What you print must match the data line for line.

__Data for review__.
○ ○ ○ ○ ○
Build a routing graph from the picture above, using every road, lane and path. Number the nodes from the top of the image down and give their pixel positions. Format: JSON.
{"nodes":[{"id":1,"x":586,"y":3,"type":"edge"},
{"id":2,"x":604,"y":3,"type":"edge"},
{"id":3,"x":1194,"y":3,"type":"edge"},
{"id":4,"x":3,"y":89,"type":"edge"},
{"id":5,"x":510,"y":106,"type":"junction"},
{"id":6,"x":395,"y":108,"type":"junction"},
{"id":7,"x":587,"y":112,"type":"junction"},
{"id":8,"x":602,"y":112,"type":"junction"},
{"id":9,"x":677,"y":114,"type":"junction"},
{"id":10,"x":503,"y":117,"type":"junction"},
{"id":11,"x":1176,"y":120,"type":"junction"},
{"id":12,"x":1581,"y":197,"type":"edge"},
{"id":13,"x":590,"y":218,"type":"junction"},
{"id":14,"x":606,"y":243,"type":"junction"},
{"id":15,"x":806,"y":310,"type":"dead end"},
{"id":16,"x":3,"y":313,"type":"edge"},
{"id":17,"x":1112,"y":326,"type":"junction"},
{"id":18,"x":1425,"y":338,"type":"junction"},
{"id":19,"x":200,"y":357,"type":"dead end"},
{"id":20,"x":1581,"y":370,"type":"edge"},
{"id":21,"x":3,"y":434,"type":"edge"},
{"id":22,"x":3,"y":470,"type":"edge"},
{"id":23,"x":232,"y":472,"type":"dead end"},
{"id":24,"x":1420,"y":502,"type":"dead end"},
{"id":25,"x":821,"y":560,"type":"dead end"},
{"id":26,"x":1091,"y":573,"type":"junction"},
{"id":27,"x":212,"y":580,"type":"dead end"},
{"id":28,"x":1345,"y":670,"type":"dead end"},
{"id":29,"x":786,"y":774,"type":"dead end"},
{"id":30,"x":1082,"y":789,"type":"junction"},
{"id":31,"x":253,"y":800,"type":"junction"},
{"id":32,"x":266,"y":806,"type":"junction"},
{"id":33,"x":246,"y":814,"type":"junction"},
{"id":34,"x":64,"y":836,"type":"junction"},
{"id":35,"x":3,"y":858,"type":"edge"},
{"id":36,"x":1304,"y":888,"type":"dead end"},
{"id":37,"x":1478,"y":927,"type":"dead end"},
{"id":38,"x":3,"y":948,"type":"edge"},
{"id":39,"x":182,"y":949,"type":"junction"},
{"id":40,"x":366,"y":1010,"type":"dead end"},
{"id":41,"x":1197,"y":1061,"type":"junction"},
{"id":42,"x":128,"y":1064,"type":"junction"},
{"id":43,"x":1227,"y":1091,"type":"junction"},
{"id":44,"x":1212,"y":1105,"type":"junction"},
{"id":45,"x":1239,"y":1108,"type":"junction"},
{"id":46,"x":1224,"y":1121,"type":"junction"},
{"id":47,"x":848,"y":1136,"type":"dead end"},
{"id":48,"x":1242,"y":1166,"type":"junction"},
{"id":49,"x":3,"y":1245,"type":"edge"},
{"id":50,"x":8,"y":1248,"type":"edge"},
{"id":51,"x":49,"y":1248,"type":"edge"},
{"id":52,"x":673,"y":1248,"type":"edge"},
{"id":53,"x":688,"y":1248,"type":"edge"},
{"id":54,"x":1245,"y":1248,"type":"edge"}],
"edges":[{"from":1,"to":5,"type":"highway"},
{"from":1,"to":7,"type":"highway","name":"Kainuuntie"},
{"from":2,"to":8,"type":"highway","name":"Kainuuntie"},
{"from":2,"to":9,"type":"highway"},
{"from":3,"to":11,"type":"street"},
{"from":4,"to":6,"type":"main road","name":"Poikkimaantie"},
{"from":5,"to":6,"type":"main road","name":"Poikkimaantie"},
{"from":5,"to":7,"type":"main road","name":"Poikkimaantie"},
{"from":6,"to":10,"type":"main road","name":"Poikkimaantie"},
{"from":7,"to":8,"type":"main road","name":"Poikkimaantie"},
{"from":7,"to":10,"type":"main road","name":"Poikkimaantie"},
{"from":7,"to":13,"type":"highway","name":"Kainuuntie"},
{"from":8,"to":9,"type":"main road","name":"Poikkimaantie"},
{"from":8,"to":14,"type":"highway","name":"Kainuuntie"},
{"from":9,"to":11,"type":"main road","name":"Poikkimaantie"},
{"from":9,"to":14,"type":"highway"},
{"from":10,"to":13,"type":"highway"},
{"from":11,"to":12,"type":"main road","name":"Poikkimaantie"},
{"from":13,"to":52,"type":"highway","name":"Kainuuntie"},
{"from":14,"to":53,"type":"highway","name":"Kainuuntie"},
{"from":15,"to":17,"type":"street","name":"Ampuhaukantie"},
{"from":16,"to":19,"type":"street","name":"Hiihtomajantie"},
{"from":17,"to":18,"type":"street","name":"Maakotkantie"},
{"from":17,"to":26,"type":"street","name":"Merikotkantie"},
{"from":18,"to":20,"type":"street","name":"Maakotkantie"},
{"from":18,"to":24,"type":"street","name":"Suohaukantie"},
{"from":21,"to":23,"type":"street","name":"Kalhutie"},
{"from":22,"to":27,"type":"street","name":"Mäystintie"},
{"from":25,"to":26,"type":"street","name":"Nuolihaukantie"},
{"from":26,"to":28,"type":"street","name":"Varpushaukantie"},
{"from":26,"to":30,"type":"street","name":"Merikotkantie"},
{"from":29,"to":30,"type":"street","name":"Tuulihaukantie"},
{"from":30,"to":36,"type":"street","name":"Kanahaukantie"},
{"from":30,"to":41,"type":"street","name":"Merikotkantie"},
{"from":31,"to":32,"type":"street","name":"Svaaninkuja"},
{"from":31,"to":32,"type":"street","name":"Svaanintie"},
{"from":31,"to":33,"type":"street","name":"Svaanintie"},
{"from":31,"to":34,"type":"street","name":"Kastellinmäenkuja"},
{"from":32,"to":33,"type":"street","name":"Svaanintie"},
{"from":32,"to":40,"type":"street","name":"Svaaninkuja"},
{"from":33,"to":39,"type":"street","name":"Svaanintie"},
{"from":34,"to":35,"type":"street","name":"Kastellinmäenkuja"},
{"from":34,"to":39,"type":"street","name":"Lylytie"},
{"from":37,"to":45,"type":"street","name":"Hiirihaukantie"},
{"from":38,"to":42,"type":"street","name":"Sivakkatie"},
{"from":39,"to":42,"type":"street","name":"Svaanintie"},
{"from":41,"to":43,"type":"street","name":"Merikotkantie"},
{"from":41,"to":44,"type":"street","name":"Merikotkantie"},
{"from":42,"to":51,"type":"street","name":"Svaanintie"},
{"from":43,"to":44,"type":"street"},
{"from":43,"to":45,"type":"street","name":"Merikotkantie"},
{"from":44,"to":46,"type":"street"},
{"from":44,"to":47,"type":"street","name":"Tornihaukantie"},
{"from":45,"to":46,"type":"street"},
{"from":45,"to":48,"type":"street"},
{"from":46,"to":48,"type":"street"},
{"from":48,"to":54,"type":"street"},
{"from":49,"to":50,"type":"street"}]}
○ ○ ○ ○ ○
__Finished exercise__.
Build a routing graph from the picture above, using every road, lane and path. Number the nodes from the top of the image down and give their pixel positions. Format: JSON.
{"nodes":[{"id":1,"x":586,"y":3,"type":"edge"},
{"id":2,"x":604,"y":3,"type":"edge"},
{"id":3,"x":1194,"y":3,"type":"edge"},
{"id":4,"x":3,"y":89,"type":"edge"},
{"id":5,"x":510,"y":106,"type":"junction"},
{"id":6,"x":395,"y":108,"type":"junction"},
{"id":7,"x":587,"y":112,"type":"junction"},
{"id":8,"x":602,"y":112,"type":"junction"},
{"id":9,"x":677,"y":114,"type":"junction"},
{"id":10,"x":503,"y":117,"type":"junction"},
{"id":11,"x":1176,"y":120,"type":"junction"},
{"id":12,"x":1581,"y":197,"type":"edge"},
{"id":13,"x":590,"y":218,"type":"junction"},
{"id":14,"x":606,"y":243,"type":"junction"},
{"id":15,"x":806,"y":310,"type":"dead end"},
{"id":16,"x":3,"y":313,"type":"edge"},
{"id":17,"x":1112,"y":326,"type":"junction"},
{"id":18,"x":1425,"y":338,"type":"junction"},
{"id":19,"x":200,"y":357,"type":"dead end"},
{"id":20,"x":1581,"y":370,"type":"edge"},
{"id":21,"x":3,"y":434,"type":"edge"},
{"id":22,"x":3,"y":470,"type":"edge"},
{"id":23,"x":232,"y":472,"type":"dead end"},
{"id":24,"x":1420,"y":502,"type":"dead end"},
{"id":25,"x":821,"y":560,"type":"dead end"},
{"id":26,"x":1091,"y":573,"type":"junction"},
{"id":27,"x":212,"y":580,"type":"dead end"},
{"id":28,"x":1345,"y":670,"type":"dead end"},
{"id":29,"x":786,"y":774,"type":"dead end"},
{"id":30,"x":1082,"y":789,"type":"junction"},
{"id":31,"x":253,"y":800,"type":"junction"},
{"id":32,"x":266,"y":806,"type":"junction"},
{"id":33,"x":246,"y":814,"type":"junction"},
{"id":34,"x":64,"y":836,"type":"junction"},
{"id":35,"x":3,"y":858,"type":"edge"},
{"id":36,"x":1304,"y":888,"type":"dead end"},
{"id":37,"x":1478,"y":927,"type":"dead end"},
{"id":38,"x":3,"y":948,"type":"edge"},
{"id":39,"x":182,"y":949,"type":"junction"},
{"id":40,"x":366,"y":1010,"type":"dead end"},
{"id":41,"x":1197,"y":1061,"type":"junction"},
{"id":42,"x":128,"y":1064,"type":"junction"},
{"id":43,"x":1227,"y":1091,"type":"junction"},
{"id":44,"x":1212,"y":1105,"type":"junction"},
{"id":45,"x":1239,"y":1108,"type":"junction"},
{"id":46,"x":1224,"y":1121,"type":"junction"},
{"id":47,"x":848,"y":1136,"type":"dead end"},
{"id":48,"x":1242,"y":1166,"type":"junction"},
{"id":49,"x":3,"y":1245,"type":"edge"},
{"id":50,"x":8,"y":1248,"type":"edge"},
{"id":51,"x":49,"y":1248,"type":"edge"},
{"id":52,"x":673,"y":1248,"type":"edge"},
{"id":53,"x":688,"y":1248,"type":"edge"},
{"id":54,"x":1245,"y":1248,"type":"edge"}],
"edges":[{"from":1,"to":5,"type":"highway"},
{"from":1,"to":7,"type":"highway","name":"Kainuuntie"},
{"from":2,"to":8,"type":"highway","name":"Kainuuntie"},
{"from":2,"to":9,"type":"highway"},
{"from":3,"to":11,"type":"street"},
{"from":4,"to":6,"type":"main road","name":"Poikkimaantie"},
{"from":5,"to":6,"type":"main road","name":"Poikkimaantie"},
{"from":5,"to":7,"type":"main road","name":"Poikkimaantie"},
{"from":6,"to":10,"type":"main road","name":"Poikkimaantie"},
{"from":7,"to":8,"type":"main road","name":"Poikkimaantie"},
{"from":7,"to":10,"type":"main road","name":"Poikkimaantie"},
{"from":7,"to":13,"type":"highway","name":"Kainuuntie"},
{"from":8,"to":9,"type":"main road","name":"Poikkimaantie"},
{"from":8,"to":14,"type":"highway","name":"Kainuuntie"},
{"from":9,"to":11,"type":"main road","name":"Poikkimaantie"},
{"from":9,"to":14,"type":"highway"},
{"from":10,"to":13,"type":"highway"},
{"from":11,"to":12,"type":"main road","name":"Poikkimaantie"},
{"from":13,"to":52,"type":"highway","name":"Kainuuntie"},
{"from":14,"to":53,"type":"highway","name":"Kainuuntie"},
{"from":15,"to":17,"type":"street","name":"Ampuhaukantie"},
{"from":16,"to":19,"type":"street","name":"Hiihtomajantie"},
{"from":17,"to":18,"type":"street","name":"Maakotkantie"},
{"from":17,"to":26,"type":"street","name":"Merikotkantie"},
{"from":18,"to":20,"type":"street","name":"Maakotkantie"},
{"from":18,"to":24,"type":"street","name":"Suohaukantie"},
{"from":21,"to":23,"type":"street","name":"Kalhutie"},
{"from":22,"to":27,"type":"street","name":"Mäystintie"},
{"from":25,"to":26,"type":"street","name":"Nuolihaukantie"},
{"from":26,"to":28,"type":"street","name":"Varpushaukantie"},
{"from":26,"to":30,"type":"street","name":"Merikotkantie"},
{"from":29,"to":30,"type":"street","name":"Tuulihaukantie"},
{"from":30,"to":36,"type":"street","name":"Kanahaukantie"},
{"from":30,"to":41,"type":"street","name":"Merikotkantie"},
{"from":31,"to":32,"type":"street","name":"Svaaninkuja"},
{"from":31,"to":32,"type":"street","name":"Svaanintie"},
{"from":31,"to":33,"type":"street","name":"Svaanintie"},
{"from":31,"to":34,"type":"street","name":"Kastellinmäenkuja"},
{"from":32,"to":33,"type":"street","name":"Svaanintie"},
{"from":32,"to":40,"type":"street","name":"Svaaninkuja"},
{"from":33,"to":39,"type":"street","name":"Svaanintie"},
{"from":34,"to":35,"type":"street","name":"Kastellinmäenkuja"},
{"from":34,"to":39,"type":"street","name":"Lylytie"},
{"from":37,"to":45,"type":"street","name":"Hiirihaukantie"},
{"from":38,"to":42,"type":"street","name":"Sivakkatie"},
{"from":39,"to":42,"type":"street","name":"Svaanintie"},
{"from":41,"to":43,"type":"street","name":"Merikotkantie"},
{"from":41,"to":44,"type":"street","name":"Merikotkantie"},
{"from":42,"to":51,"type":"street","name":"Svaanintie"},
{"from":43,"to":44,"type":"street"},
{"from":43,"to":45,"type":"street","name":"Merikotkantie"},
{"from":44,"to":46,"type":"street"},
{"from":44,"to":47,"type":"street","name":"Tornihaukantie"},
{"from":45,"to":46,"type":"street"},
{"from":45,"to":48,"type":"street"},
{"from":46,"to":48,"type":"street"},
{"from":48,"to":54,"type":"street"},
{"from":49,"to":50,"type":"street"}]}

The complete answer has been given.